UNITED NATIONS, Feb 4: The United Nations Children’s Fund launched on Thursday an appeal for $1.2 billion to help provide life-saving emergency support to women and children impacted by the most severe humanitarian crises around the world, including the Haitian earthquake.
The appeal, part of Unicef’s Humanitarian Action Report 2010, released in Geneva on Thursday, spotlights the desperate situation of children and women in 28 countries and territories facing deep humanitarian crises.
Unicef said Haiti was one of the countries it classified as ‘in crisis’ prior to the 7.0-magnitude quake struck on January 12, killing up to 200,000 people, leaving around two million in need of aid and reducing much of the Caribbean country’s infrastructure to rubble.
“Faced with multiple hurricanes, in addition to civil unrest, the country was [already] in need of humanitarian assistance,” said Unicef’s deputy executive director Hilde F. Johnson.
“Children are suffering in many different places, and for a range of reasons,” she said. “They all need our help.”
Every year, Unicef responds to 200 emergencies all over the world, with 2009 witnessing repeated large-scale natural and man-made disasters in South-East Asia while emergencies in the Horn of Africa, Afghanistan, Pakistan, the Democratic Republic of the Congo (DRC) intensified, Ms Johnson said.
“Children are always among the most severely affected, and disasters put them at increased risk of abuse and grave violations of their rights, including sexual violence, killing and maiming, and forced recruitment into armed groups.”

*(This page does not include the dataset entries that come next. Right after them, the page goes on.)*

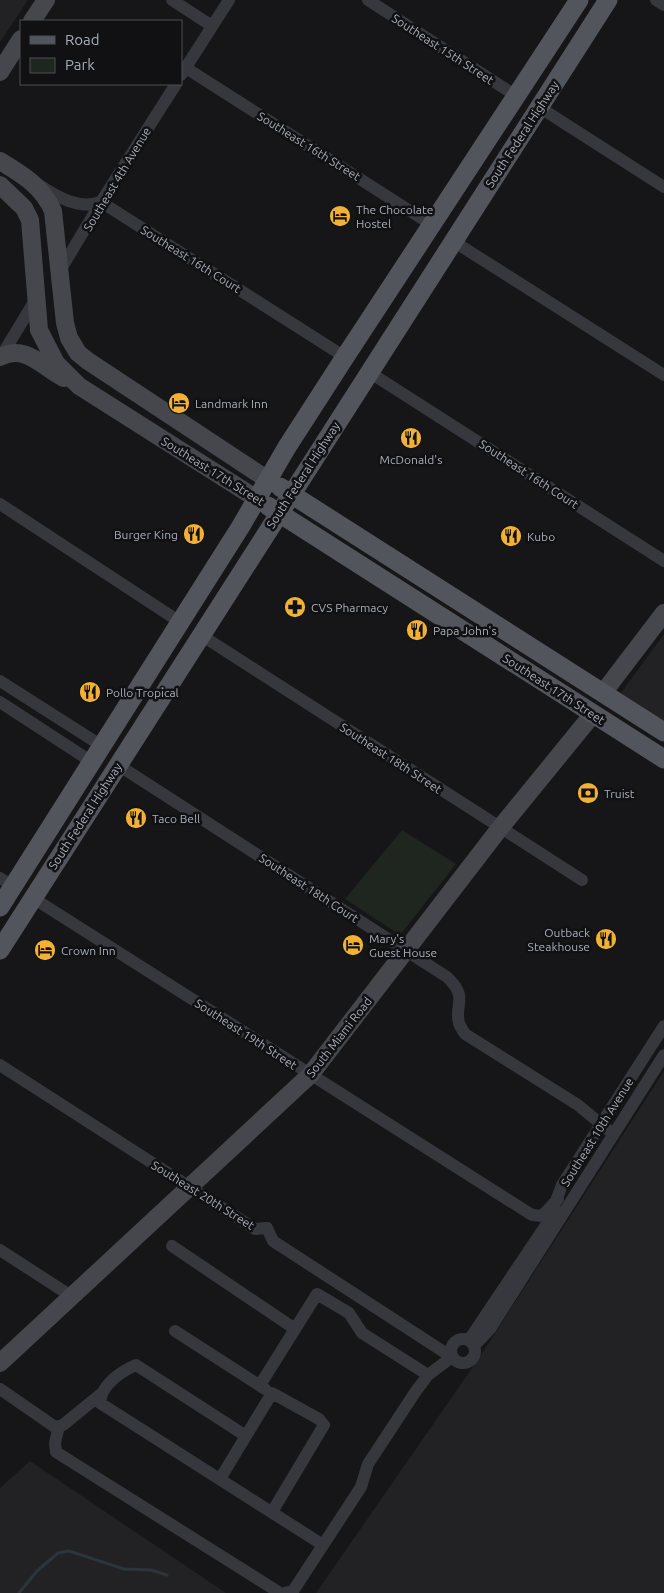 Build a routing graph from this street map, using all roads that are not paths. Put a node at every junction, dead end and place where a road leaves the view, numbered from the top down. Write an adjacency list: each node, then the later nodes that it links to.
1 (46, 0): 9 (main road)
2 (172, 0): 10 (street)
3 (229, 0): 10 (street)
4 (368, 0): 16 (street, Southeast 15th Street)
5 (580, 0): 14 (main road, South Federal Highway)
6 (608, 0): 17 (main road, South Federal Highway)
7 (656, 0): 8 (street)
8 (664, 5)
9 (33, 20)
10 (212, 26): 12 (street)
11 (20, 41): 13 (main road)
12 (184, 71): 24 (street, Southeast 16th Street)
13 (0, 72)
14 (530, 79): 16 (main road, South Federal Highway); 17 (main road)
15 (175, 85): 23 (street, Southeast 4th Avenue)
16 (518, 97): 18 (main road); 24 (main road, South Federal Highway)
17 (539, 107): 18 (main road, South Federal Highway); 22 (street)
18 (518, 140): 25 (main road, South Federal Highway)
19 (0, 161): 20 (main road, Southeast 17th Street)
20 (33, 181): 23 (street); 26 (main road, Southeast 17th Street)
21 (0, 185): 27 (main road, Southeast 17th Street)
22 (664, 187)
23 (101, 202): 26 (street, Southeast 4th Avenue); 28 (street, Southeast 16th Court)
24 (432, 225): 28 (main road, South Federal Highway)
25 (453, 241): 30 (main road, South Federal Highway); 31 (street)
26 (58, 274): 33 (main road, Southeast 17th Street)
27 (36, 298): 29 (street); 32 (main road, Southeast 17th Street)
28 (345, 357): 35 (main road, South Federal Highway)
29 (0, 358): 32 (main road)
30 (370, 372): 36 (main road, South Federal Highway); 40 (street, Southeast 16th Court)
31 (664, 374)
32 (79, 386): 34 (main road, Southeast 17th Street)
33 (159, 409): 34 (main road); 35 (main road, Southeast 17th Street)
34 (146, 429): 37 (main road, Southeast 17th Street)
35 (268, 480): 36 (main road, Southeast 17th Street); 37 (main road, South Federal Highway)
36 (290, 494): 39 (main road, South Federal Highway); 46 (main road, Southeast 17th Street)
37 (257, 499): 39 (main road, Southeast 17th Street); 42 (main road, South Federal Highway)
38 (0, 504): 42 (street)
39 (279, 513): 44 (main road, South Federal Highway); 49 (main road, Southeast 17th Street)
40 (664, 561)
41 (664, 613): 46 (main road)
42 (180, 622): 50 (main road, South Federal Highway)
43 (664, 628): 46 (main road)
44 (200, 635): 55 (main road, South Federal Highway); 57 (street, Southeast 18th Street)
45 (0, 681): 52 (street)
46 (607, 696): 48 (main road, Southeast 17th Street)
47 (0, 702): 54 (street)
48 (635, 713): 49 (main road); 51 (main road, Southeast 17th Street)
49 (593, 714): 53 (main road, Southeast 17th Street); 57 (main road, South Miami Road)
50 (116, 725): 52 (main road, South Federal Highway); 55 (main road)
51 (664, 732)
52 (102, 746): 54 (main road, South Federal Highway); 56 (main road)
53 (664, 759)
54 (92, 762): 59 (main road, South Federal Highway)
55 (118, 766): 56 (main road, South Federal Highway); 63 (street, Southeast 18th Court)
56 (102, 789): 60 (main road, South Federal Highway)
57 (500, 828): 58 (street, Southeast 18th Street); 63 (main road, South Miami Road)
58 (582, 880)
59 (7, 882): 61 (main road, South Federal Highway)
60 (33, 898): 62 (main road, South Federal Highway); 69 (street, Southeast 19th Street)
61 (0, 907)
62 (0, 950)
63 (405, 950): 69 (main road, South Miami Road); 70 (street, Southeast 18th Court)
64 (664, 1026): 66 (street, Southeast 10th Avenue)
65 (664, 1055): 68 (street, Southeast 10th Avenue)
66 (642, 1062): 68 (street); 70 (street, Southeast 10th Avenue)
67 (0, 1066): 72 (street, Southeast 20th Street)
68 (654, 1071): 71 (street, Southeast 10th Avenue)
69 (310, 1075): 72 (main road, South Miami Road); 73 (street, Southeast 19th Street)
70 (601, 1124): 71 (street, Southeast 18th Court); 73 (street, Southeast 10th Avenue)
71 (613, 1134): 79 (street, Southeast 10th Avenue)
72 (191, 1188): 76 (main road, South Miami Road); 80 (street, Southeast 20th Street)
73 (558, 1199): 79 (street, Southeast 10th Avenue)
74 (172, 1246): 77 (street)
75 (0, 1250): 76 (street)
76 (71, 1296): 81 (main road, South Miami Road)
77 (295, 1329): 82 (street); 83 (street)
78 (175, 1330): 83 (street)
79 (472, 1343): 80 (street, Southeast 10th Avenue); 80 (street, Southeast 10th Avenue)
80 (452, 1356): 82 (street, Southeast 10th Avenue)
81 (0, 1363)
82 (428, 1375): 91 (street, Southeast 10th Avenue)
83 (260, 1385): 85 (street)
84 (1, 1390): 87 (street)
85 (272, 1393): 88 (street); 90 (street)
86 (101, 1394): 87 (street); 88 (street); 89 (street)
87 (60, 1426): 93 (street)
88 (246, 1436): 89 (street)
89 (220, 1479): 90 (street)
90 (272, 1512): 91 (street)
91 (323, 1545): 92 (street, Southeast 10th Avenue)
92 (288, 1592)
93 (280, 1593) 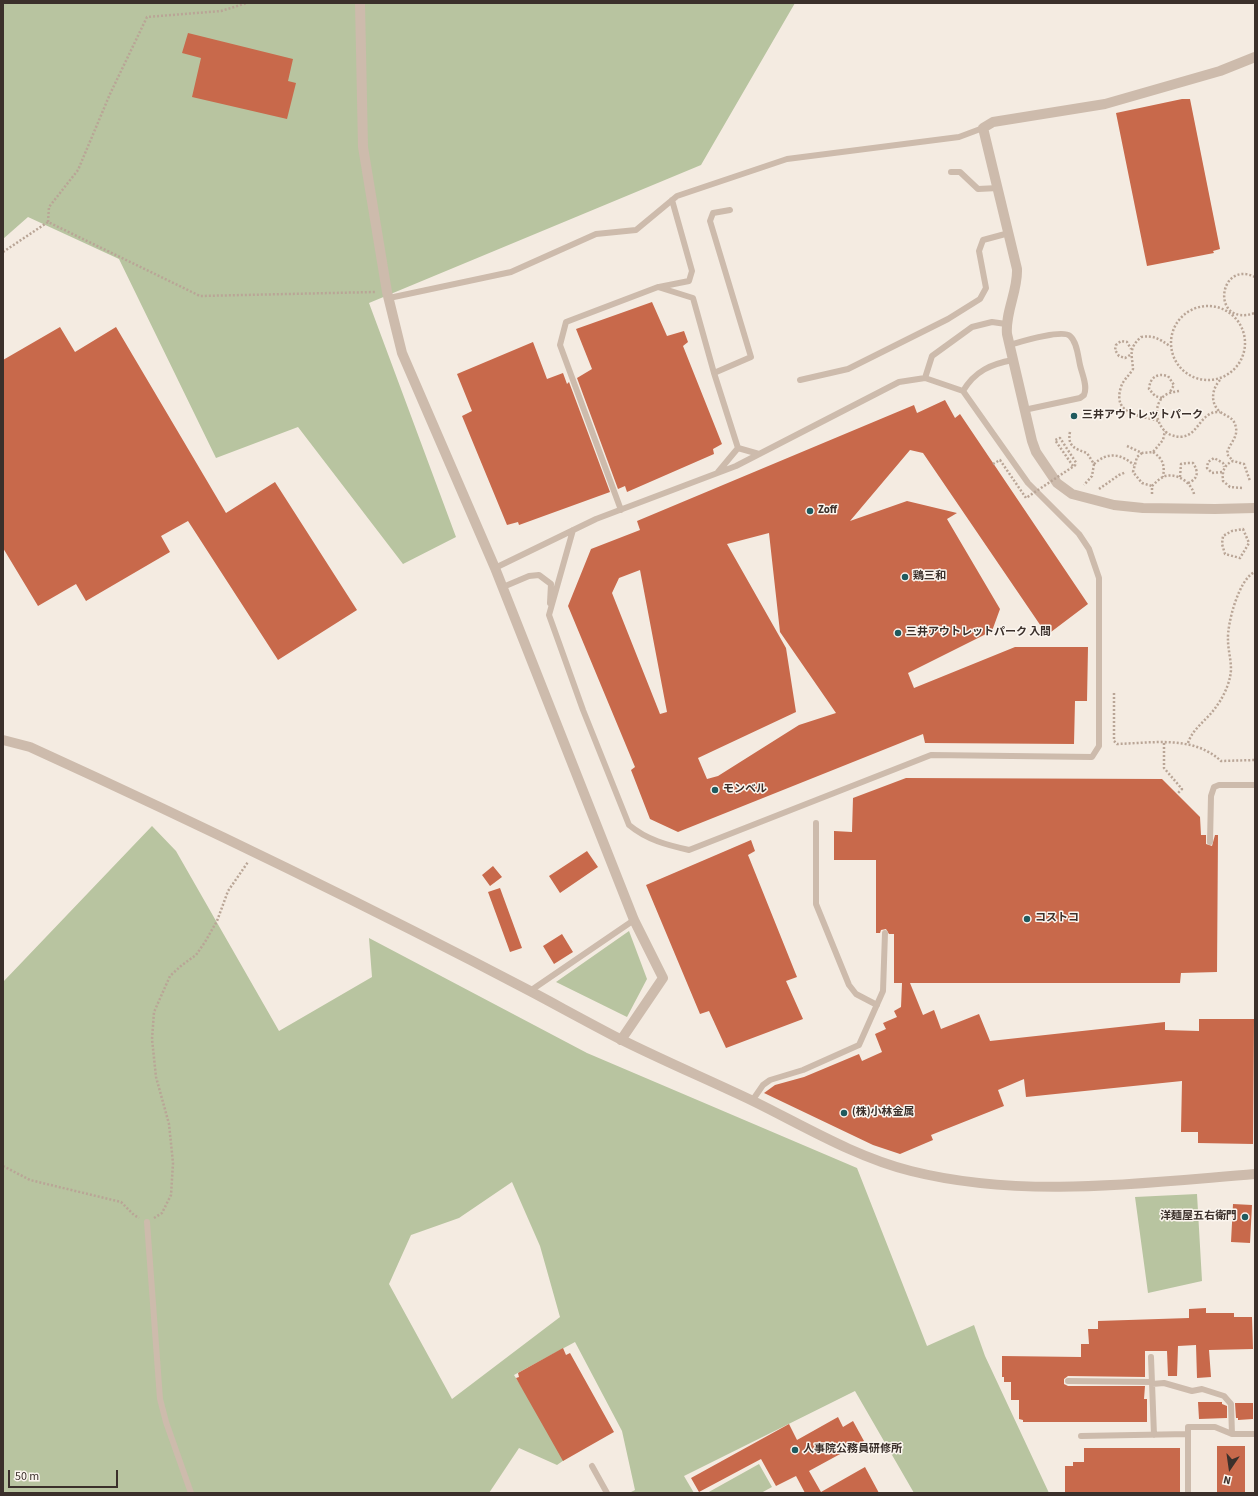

The report placed the 28 countries on its list on the basis of the scale and chronic or protracted nature of the crisis, the severity of its impact on children and women, and the potential to bring about life-saving results.
In these cases, urgent action is imperative to save lives, ensure access to safe water, adequate sanitation and hygiene, health, nutrition and to protect children against the worst forms of violence and abuse, and to provide children with an education even under the worst of circumstances, the United Nations agency stressed.
The report noted that the greatest needs were still in sub-Saharan Africa, where in 2009 some 24 million people in the Horn of Africa alone were affected by drought, chronic food insecurity and armed conflict.